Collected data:
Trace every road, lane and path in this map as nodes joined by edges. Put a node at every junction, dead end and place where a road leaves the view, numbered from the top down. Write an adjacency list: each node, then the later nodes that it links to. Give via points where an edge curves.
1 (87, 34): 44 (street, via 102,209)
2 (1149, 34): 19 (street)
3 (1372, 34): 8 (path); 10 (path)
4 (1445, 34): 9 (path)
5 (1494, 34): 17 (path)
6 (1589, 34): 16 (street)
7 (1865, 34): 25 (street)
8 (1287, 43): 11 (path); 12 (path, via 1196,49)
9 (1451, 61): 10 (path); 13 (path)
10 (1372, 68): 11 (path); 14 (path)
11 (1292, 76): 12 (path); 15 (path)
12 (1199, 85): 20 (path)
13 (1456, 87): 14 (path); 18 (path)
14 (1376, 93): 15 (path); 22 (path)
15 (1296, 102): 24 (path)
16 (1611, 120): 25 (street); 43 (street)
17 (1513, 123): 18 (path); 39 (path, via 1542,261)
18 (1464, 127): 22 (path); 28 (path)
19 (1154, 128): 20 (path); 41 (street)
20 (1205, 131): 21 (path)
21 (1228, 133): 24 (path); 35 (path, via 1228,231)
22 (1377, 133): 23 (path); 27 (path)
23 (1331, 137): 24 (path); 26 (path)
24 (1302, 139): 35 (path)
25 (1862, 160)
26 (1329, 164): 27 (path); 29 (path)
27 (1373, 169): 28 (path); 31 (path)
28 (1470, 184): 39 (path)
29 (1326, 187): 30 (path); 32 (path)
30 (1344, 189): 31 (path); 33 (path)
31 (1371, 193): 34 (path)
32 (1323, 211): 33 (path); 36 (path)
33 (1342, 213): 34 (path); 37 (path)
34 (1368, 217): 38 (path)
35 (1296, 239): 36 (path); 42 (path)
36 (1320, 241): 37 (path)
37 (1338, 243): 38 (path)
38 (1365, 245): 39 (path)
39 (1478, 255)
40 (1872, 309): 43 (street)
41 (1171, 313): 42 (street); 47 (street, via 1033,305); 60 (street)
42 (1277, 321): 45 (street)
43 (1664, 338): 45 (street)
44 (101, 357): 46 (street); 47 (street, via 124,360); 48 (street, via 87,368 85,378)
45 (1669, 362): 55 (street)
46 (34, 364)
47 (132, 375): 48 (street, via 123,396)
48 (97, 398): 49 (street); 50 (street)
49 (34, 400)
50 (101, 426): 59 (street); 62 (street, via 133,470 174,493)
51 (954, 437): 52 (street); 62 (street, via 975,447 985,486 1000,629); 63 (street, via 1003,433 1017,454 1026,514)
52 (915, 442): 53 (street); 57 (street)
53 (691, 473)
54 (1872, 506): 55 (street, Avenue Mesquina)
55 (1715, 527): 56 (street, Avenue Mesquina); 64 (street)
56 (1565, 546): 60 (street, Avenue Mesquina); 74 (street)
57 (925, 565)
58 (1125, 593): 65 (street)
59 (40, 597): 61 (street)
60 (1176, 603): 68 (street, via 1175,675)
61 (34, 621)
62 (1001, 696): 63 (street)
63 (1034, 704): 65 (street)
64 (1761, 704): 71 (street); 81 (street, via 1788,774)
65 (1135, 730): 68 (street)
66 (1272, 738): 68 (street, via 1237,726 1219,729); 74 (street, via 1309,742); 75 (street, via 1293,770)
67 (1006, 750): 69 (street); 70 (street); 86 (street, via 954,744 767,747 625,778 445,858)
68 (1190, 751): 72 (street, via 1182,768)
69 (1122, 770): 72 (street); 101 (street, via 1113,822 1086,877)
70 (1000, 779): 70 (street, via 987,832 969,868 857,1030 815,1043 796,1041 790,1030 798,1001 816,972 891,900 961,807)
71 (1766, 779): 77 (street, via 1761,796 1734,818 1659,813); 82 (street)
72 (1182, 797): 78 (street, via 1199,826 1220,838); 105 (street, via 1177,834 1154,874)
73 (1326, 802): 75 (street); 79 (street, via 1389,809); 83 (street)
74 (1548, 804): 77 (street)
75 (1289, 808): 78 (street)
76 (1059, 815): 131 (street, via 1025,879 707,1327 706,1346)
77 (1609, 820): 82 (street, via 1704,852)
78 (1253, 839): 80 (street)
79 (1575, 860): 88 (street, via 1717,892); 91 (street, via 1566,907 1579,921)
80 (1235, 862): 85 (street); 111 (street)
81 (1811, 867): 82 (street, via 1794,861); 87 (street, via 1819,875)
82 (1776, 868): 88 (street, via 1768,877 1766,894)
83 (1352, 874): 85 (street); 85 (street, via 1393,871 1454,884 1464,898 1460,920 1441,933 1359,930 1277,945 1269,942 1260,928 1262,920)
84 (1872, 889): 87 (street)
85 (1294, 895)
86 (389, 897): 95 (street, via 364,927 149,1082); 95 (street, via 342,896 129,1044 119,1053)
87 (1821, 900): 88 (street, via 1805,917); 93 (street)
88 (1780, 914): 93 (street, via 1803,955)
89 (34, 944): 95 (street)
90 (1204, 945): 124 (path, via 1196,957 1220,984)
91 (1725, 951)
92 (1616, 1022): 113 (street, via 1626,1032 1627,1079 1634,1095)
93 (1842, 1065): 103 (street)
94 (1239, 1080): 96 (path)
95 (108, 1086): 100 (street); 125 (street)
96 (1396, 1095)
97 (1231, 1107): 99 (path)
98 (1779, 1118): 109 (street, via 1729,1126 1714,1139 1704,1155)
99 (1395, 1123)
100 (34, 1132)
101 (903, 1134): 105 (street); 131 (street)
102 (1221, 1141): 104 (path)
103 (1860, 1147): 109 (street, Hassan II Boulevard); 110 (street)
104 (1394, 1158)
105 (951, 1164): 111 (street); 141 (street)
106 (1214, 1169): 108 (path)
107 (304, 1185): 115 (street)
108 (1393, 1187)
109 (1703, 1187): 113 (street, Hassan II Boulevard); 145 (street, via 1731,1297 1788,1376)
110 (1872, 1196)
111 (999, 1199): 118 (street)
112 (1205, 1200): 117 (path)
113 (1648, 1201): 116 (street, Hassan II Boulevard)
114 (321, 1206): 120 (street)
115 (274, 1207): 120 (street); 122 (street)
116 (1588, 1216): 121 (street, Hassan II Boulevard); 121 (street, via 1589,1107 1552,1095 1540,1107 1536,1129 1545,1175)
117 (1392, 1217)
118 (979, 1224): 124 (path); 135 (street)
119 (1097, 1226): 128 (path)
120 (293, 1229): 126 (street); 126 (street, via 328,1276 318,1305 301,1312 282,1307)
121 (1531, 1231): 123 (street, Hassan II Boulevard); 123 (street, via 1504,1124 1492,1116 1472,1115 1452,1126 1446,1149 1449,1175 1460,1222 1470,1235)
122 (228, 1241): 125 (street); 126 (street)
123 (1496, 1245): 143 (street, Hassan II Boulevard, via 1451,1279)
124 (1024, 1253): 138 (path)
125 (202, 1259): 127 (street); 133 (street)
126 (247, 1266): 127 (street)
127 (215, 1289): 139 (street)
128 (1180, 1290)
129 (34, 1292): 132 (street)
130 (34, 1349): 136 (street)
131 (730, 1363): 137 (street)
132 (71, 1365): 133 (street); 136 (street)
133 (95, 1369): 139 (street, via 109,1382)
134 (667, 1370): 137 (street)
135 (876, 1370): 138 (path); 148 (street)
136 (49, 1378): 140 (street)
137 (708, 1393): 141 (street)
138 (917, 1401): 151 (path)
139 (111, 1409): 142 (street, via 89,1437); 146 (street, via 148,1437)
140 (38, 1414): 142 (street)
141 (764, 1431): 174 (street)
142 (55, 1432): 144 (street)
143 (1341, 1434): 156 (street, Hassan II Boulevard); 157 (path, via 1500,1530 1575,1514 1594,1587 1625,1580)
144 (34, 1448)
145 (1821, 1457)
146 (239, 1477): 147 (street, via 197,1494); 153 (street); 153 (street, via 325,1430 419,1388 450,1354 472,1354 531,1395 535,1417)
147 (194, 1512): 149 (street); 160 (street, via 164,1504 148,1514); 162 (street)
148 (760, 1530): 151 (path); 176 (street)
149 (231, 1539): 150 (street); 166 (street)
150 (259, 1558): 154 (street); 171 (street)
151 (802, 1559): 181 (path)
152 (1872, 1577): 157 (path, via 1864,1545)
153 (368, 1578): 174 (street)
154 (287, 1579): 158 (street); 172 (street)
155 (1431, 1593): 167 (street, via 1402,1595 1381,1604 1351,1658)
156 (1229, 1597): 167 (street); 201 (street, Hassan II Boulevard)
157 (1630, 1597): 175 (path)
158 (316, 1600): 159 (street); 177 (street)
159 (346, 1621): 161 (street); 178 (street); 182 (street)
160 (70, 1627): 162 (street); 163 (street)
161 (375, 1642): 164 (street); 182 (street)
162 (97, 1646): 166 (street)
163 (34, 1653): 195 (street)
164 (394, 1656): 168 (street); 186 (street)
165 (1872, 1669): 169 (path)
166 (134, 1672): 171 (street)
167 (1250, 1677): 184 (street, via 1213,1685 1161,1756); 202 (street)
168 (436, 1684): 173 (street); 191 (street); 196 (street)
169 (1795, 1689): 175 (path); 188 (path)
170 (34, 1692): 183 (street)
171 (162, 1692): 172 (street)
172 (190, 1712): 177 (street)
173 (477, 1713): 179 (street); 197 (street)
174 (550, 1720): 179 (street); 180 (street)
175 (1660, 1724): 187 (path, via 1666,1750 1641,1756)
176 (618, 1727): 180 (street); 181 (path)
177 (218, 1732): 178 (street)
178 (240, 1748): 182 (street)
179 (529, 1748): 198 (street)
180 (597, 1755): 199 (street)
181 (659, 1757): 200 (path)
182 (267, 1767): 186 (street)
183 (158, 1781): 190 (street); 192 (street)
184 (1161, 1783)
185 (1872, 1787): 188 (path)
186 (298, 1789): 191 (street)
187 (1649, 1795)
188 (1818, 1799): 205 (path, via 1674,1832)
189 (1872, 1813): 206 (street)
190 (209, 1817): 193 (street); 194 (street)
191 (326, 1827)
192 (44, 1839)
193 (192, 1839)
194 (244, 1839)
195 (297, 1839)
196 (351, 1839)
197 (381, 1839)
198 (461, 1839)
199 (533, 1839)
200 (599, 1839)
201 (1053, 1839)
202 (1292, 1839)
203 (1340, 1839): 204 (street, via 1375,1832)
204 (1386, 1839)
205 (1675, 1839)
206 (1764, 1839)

TASK OBJECTIVE — For each line above that contains "Hassan", make a copy.

ANSWER TO THIS EXERCISE —
103 (1860, 1147): 109 (street, Hassan II Boulevard); 110 (street)
109 (1703, 1187): 113 (street, Hassan II Boulevard); 145 (street, via 1731,1297 1788,1376)
113 (1648, 1201): 116 (street, Hassan II Boulevard)
116 (1588, 1216): 121 (street, Hassan II Boulevard); 121 (street, via 1589,1107 1552,1095 1540,1107 1536,1129 1545,1175)
121 (1531, 1231): 123 (street, Hassan II Boulevard); 123 (street, via 1504,1124 1492,1116 1472,1115 1452,1126 1446,1149 1449,1175 1460,1222 1470,1235)
123 (1496, 1245): 143 (street, Hassan II Boulevard, via 1451,1279)
143 (1341, 1434): 156 (street, Hassan II Boulevard); 157 (path, via 1500,1530 1575,1514 1594,1587 1625,1580)
156 (1229, 1597): 167 (street); 201 (street, Hassan II Boulevard)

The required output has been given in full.